Although 10 birds have been reported locally in winter there has been significant southerly movement with 4 autumn sightings in the Merseyside/Gt. Manchester area and one at Skokholm  in South Wales. Winter  sightings have been in Cheshire, Wolverhampton and Wiltshire .

There has only been two sightings during the breeding season both in South Cumbria so we have contacted as many people and organizations as possible who visit rivers to check any Grey Wagtails they see for colour rings. Ann  Ord Sykes's great photograph below shows the position of the rings. The  colour ring combinations are detailed below


LEFT LEG - a combination of RED and  BTO METAL  ring (please note which way round)
RIGHT LEGTWO COLOURS – please note which way round and (with blue and green) whether a light or dark colour.

 Please contact PMrsh123@aol.com or text 07532433043 as soon as possible after the sighting. Thanks



Tuesday, 24 February 2015

Recoveries Bonanza



A recent batch of 62 recoveries from the BTO brought some interesting info, all except 4 were of birds re-trapped by other ringers. We had reports of 9 Sand Martins from France bringing the total we have had reported on migration through France to 55. A juvenile ringed at the Lune colonies on 15 July was reported 933 km to the south 24 days later. Three Reed Warbler were also reported in France bringing the group’s total  from France to 30. One of them was 6 years old when re-trapped. More unusual  was a Reed Warbler from Belgium bringing our total from there to 5. Intrigues me that they cross the North Sea so early in their migration south. Four Sedge Warblers from France on southerly migration  brings the Group’s total in France to 50. The recoveries also  included details  of re-sightings of Belgium and Czech Republic Mediterranean Gulls which regularly winter here. The Czech bird is in its 12th year.

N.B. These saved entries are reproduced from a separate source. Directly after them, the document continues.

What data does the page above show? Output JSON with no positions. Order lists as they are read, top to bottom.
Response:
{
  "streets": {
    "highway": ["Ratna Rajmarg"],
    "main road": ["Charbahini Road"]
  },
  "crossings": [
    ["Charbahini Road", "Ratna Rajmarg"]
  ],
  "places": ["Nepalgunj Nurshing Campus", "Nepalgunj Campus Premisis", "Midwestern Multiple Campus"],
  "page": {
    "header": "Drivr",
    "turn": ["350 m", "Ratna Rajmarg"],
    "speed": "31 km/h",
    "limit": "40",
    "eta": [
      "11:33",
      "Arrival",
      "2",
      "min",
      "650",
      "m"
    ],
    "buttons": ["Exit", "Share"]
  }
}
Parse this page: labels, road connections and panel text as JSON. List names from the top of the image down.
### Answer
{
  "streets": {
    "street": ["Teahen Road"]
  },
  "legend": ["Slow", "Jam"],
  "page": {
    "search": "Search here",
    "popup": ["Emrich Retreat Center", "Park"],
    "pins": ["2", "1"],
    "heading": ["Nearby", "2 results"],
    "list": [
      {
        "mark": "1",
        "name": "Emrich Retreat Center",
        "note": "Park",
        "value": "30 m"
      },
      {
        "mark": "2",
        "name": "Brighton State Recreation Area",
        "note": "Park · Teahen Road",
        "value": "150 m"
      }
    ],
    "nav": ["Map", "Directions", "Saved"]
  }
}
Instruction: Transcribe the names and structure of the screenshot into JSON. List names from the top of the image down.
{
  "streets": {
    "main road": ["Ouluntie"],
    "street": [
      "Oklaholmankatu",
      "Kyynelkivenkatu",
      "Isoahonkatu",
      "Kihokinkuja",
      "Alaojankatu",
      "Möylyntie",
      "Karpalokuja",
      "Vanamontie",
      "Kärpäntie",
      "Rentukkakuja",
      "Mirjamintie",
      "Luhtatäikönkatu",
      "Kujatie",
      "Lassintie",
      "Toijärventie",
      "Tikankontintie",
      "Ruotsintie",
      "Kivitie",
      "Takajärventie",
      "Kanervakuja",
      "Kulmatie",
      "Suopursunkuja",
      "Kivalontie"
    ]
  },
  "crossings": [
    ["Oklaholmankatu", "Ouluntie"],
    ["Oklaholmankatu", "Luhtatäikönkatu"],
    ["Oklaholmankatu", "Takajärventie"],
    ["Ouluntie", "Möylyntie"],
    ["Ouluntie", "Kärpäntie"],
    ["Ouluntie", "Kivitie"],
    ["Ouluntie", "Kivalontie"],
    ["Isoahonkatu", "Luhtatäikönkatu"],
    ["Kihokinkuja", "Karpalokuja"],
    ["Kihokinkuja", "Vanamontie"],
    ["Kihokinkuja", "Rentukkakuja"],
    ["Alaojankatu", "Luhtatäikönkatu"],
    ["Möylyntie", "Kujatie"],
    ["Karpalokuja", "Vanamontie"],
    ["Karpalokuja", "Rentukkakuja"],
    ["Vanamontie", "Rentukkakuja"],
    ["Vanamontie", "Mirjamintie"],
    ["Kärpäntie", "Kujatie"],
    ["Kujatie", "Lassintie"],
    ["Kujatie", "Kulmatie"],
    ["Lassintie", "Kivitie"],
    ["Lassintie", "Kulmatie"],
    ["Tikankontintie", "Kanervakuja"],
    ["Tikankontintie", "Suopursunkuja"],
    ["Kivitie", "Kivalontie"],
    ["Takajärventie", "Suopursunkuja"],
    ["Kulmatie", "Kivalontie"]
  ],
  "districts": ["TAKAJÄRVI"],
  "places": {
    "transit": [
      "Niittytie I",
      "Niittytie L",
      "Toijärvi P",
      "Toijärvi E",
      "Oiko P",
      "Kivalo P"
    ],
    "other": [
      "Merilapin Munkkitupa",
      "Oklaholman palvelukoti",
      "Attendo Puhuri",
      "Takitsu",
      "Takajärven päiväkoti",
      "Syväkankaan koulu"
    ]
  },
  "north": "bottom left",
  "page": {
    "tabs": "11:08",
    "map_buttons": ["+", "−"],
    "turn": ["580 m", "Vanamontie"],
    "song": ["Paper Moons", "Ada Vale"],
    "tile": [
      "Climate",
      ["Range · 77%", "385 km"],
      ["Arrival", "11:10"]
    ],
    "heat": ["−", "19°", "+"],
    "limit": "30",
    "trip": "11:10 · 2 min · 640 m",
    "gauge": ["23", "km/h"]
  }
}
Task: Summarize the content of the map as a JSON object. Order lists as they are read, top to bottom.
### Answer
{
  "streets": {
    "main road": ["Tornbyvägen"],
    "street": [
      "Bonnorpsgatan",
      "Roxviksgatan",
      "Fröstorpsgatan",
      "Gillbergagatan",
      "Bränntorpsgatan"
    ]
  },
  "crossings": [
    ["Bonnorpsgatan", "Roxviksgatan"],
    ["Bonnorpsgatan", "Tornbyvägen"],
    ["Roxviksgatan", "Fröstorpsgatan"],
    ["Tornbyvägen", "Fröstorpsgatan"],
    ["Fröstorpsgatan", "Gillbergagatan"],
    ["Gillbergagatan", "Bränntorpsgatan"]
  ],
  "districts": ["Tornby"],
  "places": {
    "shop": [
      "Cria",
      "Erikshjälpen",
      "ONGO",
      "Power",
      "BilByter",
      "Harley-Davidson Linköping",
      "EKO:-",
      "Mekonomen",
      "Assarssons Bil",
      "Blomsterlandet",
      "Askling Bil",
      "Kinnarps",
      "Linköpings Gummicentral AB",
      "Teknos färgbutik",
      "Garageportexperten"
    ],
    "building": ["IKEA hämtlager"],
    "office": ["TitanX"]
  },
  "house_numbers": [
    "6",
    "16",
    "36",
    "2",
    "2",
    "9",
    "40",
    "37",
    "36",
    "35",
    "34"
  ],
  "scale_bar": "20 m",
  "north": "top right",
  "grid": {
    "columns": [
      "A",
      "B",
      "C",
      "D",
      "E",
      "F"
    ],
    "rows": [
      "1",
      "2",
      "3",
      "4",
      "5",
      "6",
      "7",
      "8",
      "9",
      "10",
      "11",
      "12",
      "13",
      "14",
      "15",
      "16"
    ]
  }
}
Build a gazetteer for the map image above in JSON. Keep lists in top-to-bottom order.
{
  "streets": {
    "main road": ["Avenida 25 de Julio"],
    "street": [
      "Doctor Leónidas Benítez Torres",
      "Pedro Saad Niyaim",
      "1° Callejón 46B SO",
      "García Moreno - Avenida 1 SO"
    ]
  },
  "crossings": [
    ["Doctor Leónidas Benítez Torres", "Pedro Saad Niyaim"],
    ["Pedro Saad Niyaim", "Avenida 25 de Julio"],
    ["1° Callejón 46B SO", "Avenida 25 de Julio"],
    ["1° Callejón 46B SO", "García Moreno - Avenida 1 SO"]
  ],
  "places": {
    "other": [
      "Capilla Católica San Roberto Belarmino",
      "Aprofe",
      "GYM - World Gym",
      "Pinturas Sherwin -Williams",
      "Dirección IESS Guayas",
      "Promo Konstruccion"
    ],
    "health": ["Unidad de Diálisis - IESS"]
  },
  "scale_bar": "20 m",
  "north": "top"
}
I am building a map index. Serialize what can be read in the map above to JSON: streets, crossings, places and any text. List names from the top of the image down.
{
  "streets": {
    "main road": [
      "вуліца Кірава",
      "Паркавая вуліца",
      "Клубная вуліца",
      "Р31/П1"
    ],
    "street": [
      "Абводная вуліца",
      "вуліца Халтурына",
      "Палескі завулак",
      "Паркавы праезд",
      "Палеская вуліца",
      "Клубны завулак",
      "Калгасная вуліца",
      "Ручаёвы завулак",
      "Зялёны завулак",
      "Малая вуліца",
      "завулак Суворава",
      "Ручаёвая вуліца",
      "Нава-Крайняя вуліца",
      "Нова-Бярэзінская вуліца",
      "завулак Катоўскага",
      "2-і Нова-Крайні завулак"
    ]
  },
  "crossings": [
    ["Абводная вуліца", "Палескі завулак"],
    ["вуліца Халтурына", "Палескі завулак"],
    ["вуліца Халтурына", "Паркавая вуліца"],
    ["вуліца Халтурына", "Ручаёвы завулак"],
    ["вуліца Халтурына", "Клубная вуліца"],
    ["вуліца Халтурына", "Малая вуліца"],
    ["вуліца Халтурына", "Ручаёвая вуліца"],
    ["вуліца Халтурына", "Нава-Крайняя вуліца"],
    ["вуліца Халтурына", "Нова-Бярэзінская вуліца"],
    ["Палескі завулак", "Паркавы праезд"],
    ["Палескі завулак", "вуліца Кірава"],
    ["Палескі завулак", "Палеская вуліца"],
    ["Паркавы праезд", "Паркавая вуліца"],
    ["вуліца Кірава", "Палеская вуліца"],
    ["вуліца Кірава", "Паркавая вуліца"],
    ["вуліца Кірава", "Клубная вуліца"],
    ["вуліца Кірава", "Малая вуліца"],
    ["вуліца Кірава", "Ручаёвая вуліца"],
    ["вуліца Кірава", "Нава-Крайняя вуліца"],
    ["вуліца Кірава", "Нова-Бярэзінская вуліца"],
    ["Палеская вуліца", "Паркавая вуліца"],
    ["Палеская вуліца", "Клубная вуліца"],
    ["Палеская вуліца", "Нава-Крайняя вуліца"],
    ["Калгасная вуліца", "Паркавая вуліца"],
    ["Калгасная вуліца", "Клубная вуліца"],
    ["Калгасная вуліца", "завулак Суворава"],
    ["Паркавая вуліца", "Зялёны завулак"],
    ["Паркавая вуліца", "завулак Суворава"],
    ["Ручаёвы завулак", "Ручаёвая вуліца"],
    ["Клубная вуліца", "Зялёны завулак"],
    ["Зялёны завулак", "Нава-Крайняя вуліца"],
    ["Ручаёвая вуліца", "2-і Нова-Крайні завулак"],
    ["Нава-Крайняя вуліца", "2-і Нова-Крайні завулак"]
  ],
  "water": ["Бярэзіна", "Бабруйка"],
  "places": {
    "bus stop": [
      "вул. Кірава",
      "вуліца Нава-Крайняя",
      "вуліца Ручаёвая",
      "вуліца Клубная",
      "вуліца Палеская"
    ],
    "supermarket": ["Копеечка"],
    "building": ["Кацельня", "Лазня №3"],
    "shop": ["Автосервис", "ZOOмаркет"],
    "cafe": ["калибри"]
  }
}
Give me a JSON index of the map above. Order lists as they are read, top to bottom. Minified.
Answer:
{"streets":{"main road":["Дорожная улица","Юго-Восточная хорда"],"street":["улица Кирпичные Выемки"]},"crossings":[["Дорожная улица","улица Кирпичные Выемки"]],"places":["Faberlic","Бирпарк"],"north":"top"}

Quite a few of the recoveries were of birds that we usually think of as residents or at best short  distance partial migrants. Pride of place must go to 2 Long-tailed Tits ringed from a  group of 5 on 11th October and caught 36 days later 69 km  south in Cheshire. We have many retraps and recoveries suggesting this species rarely wanders more than 15 kms, but obviously some do occasionally. In 1993 we had 2 birds which moved 306 km north in just 19days. A juvenile Cetti’s Warbler ringed in mid-July near Wakefield was caught at Middleton 106 kms WNW  and 68 days later. Goldfinch have become common garden feeding birds in recent year. One ringed at feeder on 5th December 2011 was caught in January 2015 264 km  W in Co Tyrone Northern Ireland. A Bearded Tit ringed as a nestling this year and colour ringed as a juvenile was sighted in early October 30 km WSW , only the third Bearded Tit in recent years to have moved away from Leighton RSPB  Reserve. Finally a Greenfinch ringed October 2nd was found freshly dead 128 km  NW 20 days later.